Speaking on RTE's Morning Ireland, lead author Professor Ralph Kenna, a theoretical physicist at Coventry University, said: "We looked at an ancient text, which described the Viking age in Ireland and the events leading up to the Battle of Clontarf.
"In that text there are something like 300 characters and there's over 1,000 interactions between these characters.
"So we performed the mathematical analysis, the same type we use for Facebook, to see how that interaction takes place and we were especially interested in the hostility of the interactions to try to decide whether the hostility is mostly Irish versus Viking or whether it's mostly Irish versus Irish. That was the aim of the work," he said.
Prof Kenna added: "The medieval composer of the text certainly did not think in terms of social networks but, in recording a cast of hundreds with well over a thousand connections between them, he imprinted them into the narrative.

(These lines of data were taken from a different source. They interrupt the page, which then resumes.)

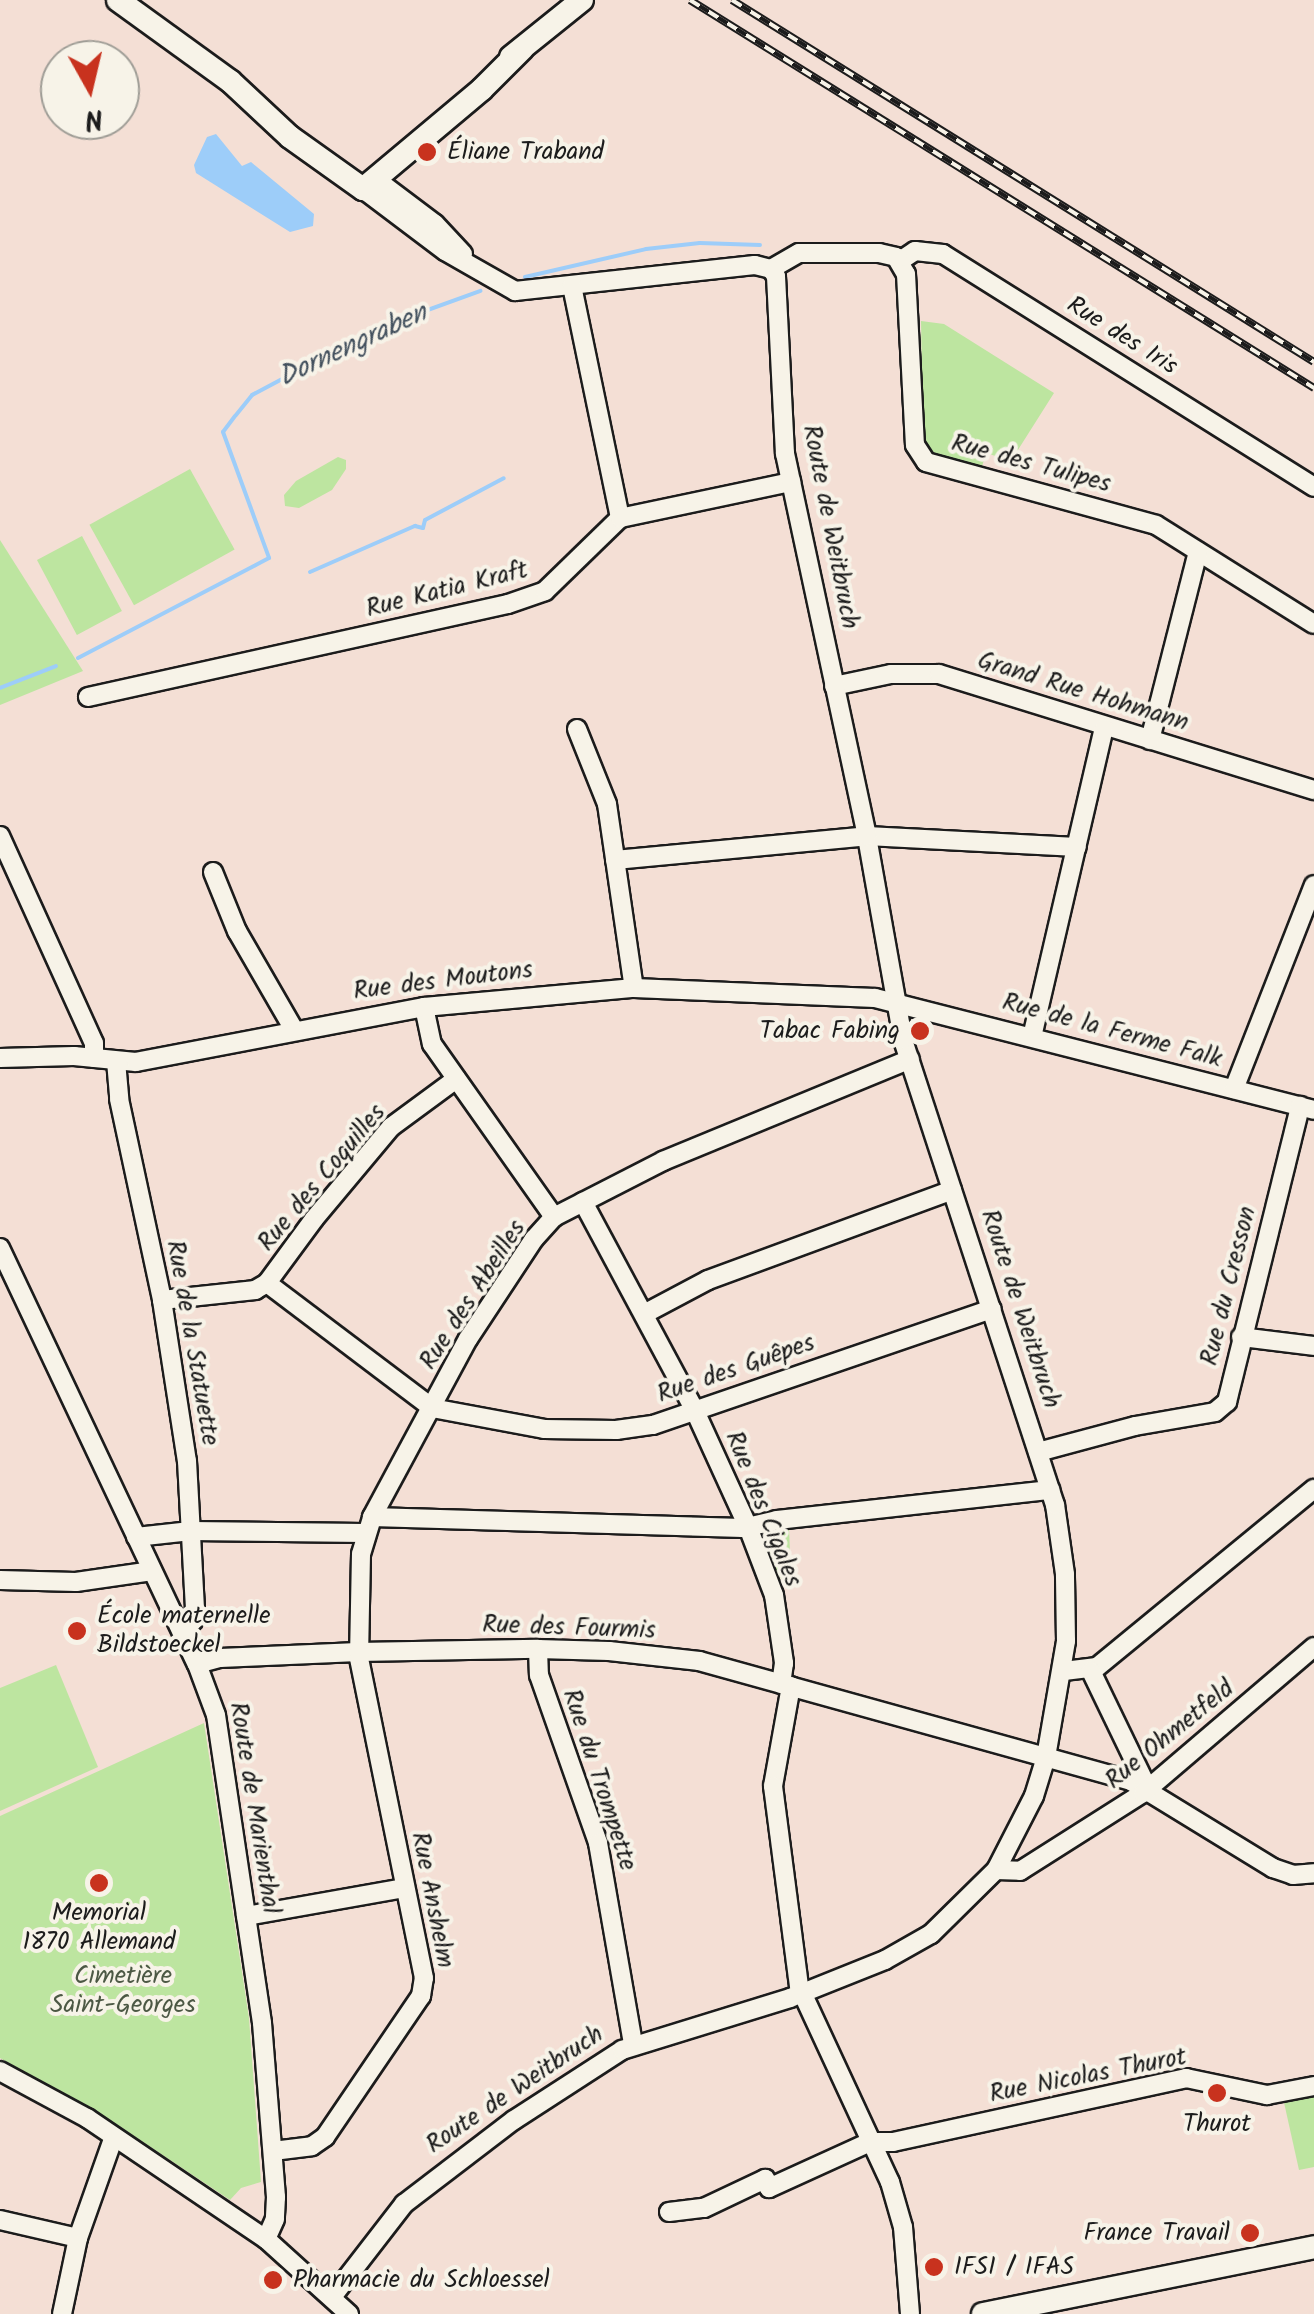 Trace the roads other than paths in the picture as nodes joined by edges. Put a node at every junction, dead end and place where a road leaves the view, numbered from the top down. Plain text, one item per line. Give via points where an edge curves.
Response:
1 (118, 0) edge
2 (582, 0) edge
3 (363, 180) junction
4 (900, 260) junction
5 (771, 269) junction
6 (572, 286) junction
7 (791, 482) junction
8 (1314, 487) edge
9 (620, 518) junction
10 (1198, 552) junction
11 (1314, 624) edge
12 (834, 686) junction
13 (88, 697) dead end
14 (1104, 728) junction
15 (578, 729) dead end
16 (1150, 740) junction
17 (1314, 790) edge
18 (0, 836) edge
19 (867, 836) junction
20 (1077, 847) junction
21 (615, 860) junction
22 (213, 872) dead end
23 (1314, 885) edge
24 (634, 988) junction
25 (896, 1002) junction
26 (424, 1007) junction
27 (293, 1028) junction
28 (1032, 1036) junction
29 (0, 1058) edge
30 (94, 1058) junction
31 (910, 1060) junction
32 (116, 1061) junction
33 (456, 1079) junction
34 (1234, 1089) junction
35 (1307, 1108) edge
36 (952, 1190) junction
37 (582, 1202) junction
38 (554, 1217) junction
39 (0, 1248) edge
40 (267, 1283) junction
41 (162, 1300) junction
42 (992, 1308) junction
43 (644, 1314) junction
44 (1241, 1337) junction
45 (1314, 1346) edge
46 (432, 1408) junction
47 (695, 1412) junction
48 (1038, 1452) junction
49 (1314, 1489) edge
50 (1050, 1490) junction
51 (368, 1525) junction
52 (748, 1527) junction
53 (191, 1530) junction
54 (136, 1537) junction
55 (152, 1572) junction
56 (0, 1580) edge
57 (180, 1630) junction
58 (1314, 1648) edge
59 (538, 1649) junction
60 (358, 1652) junction
61 (197, 1664) junction
62 (1064, 1670) junction
63 (1090, 1672) junction
64 (786, 1685) junction
65 (1046, 1757) junction
66 (1148, 1789) junction
67 (996, 1870) junction
68 (1314, 1873) edge
69 (405, 1888) junction
70 (246, 1916) junction
71 (802, 1993) junction
72 (633, 2044) junction
73 (0, 2071) edge
74 (1314, 2086) edge
75 (113, 2139) junction
76 (870, 2142) junction
77 (274, 2151) junction
78 (669, 2212) dead end
79 (0, 2220) edge
80 (78, 2238) junction
81 (266, 2239) junction
82 (1314, 2247) edge
83 (332, 2297) junction
84 (62, 2314) edge
85 (349, 2314) edge
86 (910, 2314) edge
87 (983, 2314) edge

1 - 3 main road via 230,81 278,126
2 - 3 main road via 482,89
3 - 6 street via 445,251 514,291
4 - 5 street via 879,253 799,253
4 - 8 street, Rue des Iris via 915,251 942,254
4 - 10 street, Rue des Tulipes via 914,446 926,462 1156,525
5 - 6 street via 756,265
5 - 7 street, Route de Weitbruch
6 - 9 street
7 - 9 street
7 - 12 street, Route de Weitbruch
9 - 13 street, Rue Katia Kraft via 544,591 508,604
10 - 11 street, Rue des Tulipes
10 - 16 street
12 - 14 street, Grand Rue Hohmann via 891,674 939,674
12 - 19 street, Route de Weitbruch
14 - 16 street, Grand Rue Hohmann
14 - 20 street
15 - 21 street via 607,804
16 - 17 street, Grand Rue Hohmann
18 - 30 street via 94,1043
19 - 20 street
19 - 21 street
19 - 25 street, Route de Weitbruch
20 - 28 street
21 - 24 street
22 - 27 street via 237,931
23 - 34 street
24 - 25 street, Rue des Moutons
24 - 26 street, Rue des Moutons
25 - 28 street, Rue de la Ferme Falk
25 - 31 street, Route de Weitbruch
26 - 27 street, Rue des Moutons
26 - 33 street via 432,1044
27 - 32 street, Rue des Moutons
28 - 34 street, Rue de la Ferme Falk
29 - 30 street, Rue des Moutons
30 - 32 street, Rue des Moutons
31 - 36 street, Route de Weitbruch
31 - 37 street, Rue des Abeilles via 664,1161
32 - 41 street, Rue de la Statuette
33 - 38 street
33 - 40 street, Rue des Coquilles via 391,1126
34 - 35 street, Rue de la Ferme Falk
35 - 44 street, Rue du Cresson
36 - 42 street, Route de Weitbruch
36 - 43 street via 708,1280
37 - 38 street, Rue des Abeilles
37 - 43 street, Rue des Cigales
38 - 46 street, Rue des Abeilles via 468,1339
39 - 54 street, Route de Marienthal
40 - 41 street, Rue des Coquilles
40 - 46 street
41 - 53 street, Rue de la Statuette
42 - 47 street, Rue des Guêpes
42 - 48 street, Route de Weitbruch
43 - 47 street, Rue des Cigales
44 - 45 street
44 - 48 street, Rue du Cresson via 1227,1402 1215,1412
46 - 47 street, Rue des Guêpes via 544,1430 616,1430
46 - 51 street, Rue des Abeilles
47 - 52 street, Rue des Cigales
48 - 50 street, Route de Weitbruch
49 - 63 street
50 - 52 street
50 - 62 street, Route de Weitbruch via 1065,1574
51 - 52 street
51 - 53 street
51 - 60 street, Rue des Abeilles
52 - 64 street, Rue des Cigales via 774,1595
53 - 54 street
53 - 57 street, Rue de la Statuette via 195,1608 193,1621
54 - 55 street, Route de Marienthal
55 - 56 street via 76,1582
55 - 57 street, Route de Marienthal
57 - 61 street, Route de Marienthal
58 - 66 street, Rue Ohmetfeld
59 - 60 street, Rue des Fourmis
59 - 64 street, Rue des Fourmis via 653,1654
59 - 72 street, Rue du Trompette via 539,1675 600,1854
60 - 61 street, Rue des Fourmis
60 - 69 street, Rue Anshelm
61 - 70 street, Route de Marienthal via 216,1715
62 - 63 street
62 - 65 street, Route de Weitbruch
63 - 66 street
64 - 65 street, Rue des Fourmis
64 - 71 street, Rue des Cigales via 773,1786
65 - 66 street, Rue des Fourmis
65 - 67 street, Route de Weitbruch
66 - 67 street, Rue Ohmetfeld via 1020,1871
66 - 68 street, Rue des Fourmis via 1273,1868
67 - 71 street, Route de Weitbruch via 931,1934
69 - 70 street
69 - 77 street, Rue Anshelm via 422,1996 326,2138
70 - 77 street, Route de Marienthal
71 - 72 street, Route de Weitbruch
71 - 76 street, Rue des Cigales
72 - 83 street, Route de Weitbruch via 514,2120 404,2204
73 - 75 street
74 - 76 street, Rue Nicolas Thurot via 1267,2095 1186,2078
75 - 80 street
75 - 81 street
76 - 78 street, Rue Nicolas Thurot via 770,2188 764,2179 704,2208
76 - 86 street, Rue des Cigales via 903,2227
77 - 81 street, Route de Marienthal via 275,2219
79 - 80 street
80 - 84 street
81 - 83 street
82 - 87 main road
83 - 85 street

"This is why the networks approach delivers unique new insights; it extracts an unintended message.
"The paper goes beyond previous works in that it generates a new quantitative element to the complexity and conflicts of a long-standing debate about the Viking age in Ireland."
Network science: How the study was carried out
Academics analysed how all the Irish and Viking characters in the text fit together in a network, monitoring whether the interactions between them were benign or hostile.
They developed a mathematical measure to quantify whether hostility in the network mainly connected Irish to Irish or Irish to Vikings.
They then calculated the difference between the measure of hostilities between each type of character (Irish and Viking) and what would have been hostile interactions in the network, indiscriminate of whether characters were Irish or Viking.
A positive value of the resulting measure would signal Irish civil war and a negative number would reflect an Irish versus Viking conflict.
The results gave an overall negative value suggesting that the text mainly describes an Irish against Viking conflict.
However, because the negative value was moderate (-0.32 on a scale from -088 to 1) they suggest the text does not describe a fully "clear-cut" Irish versus Viking conflict. Instead, the network portrays a complex picture of relationships and social networks of the time.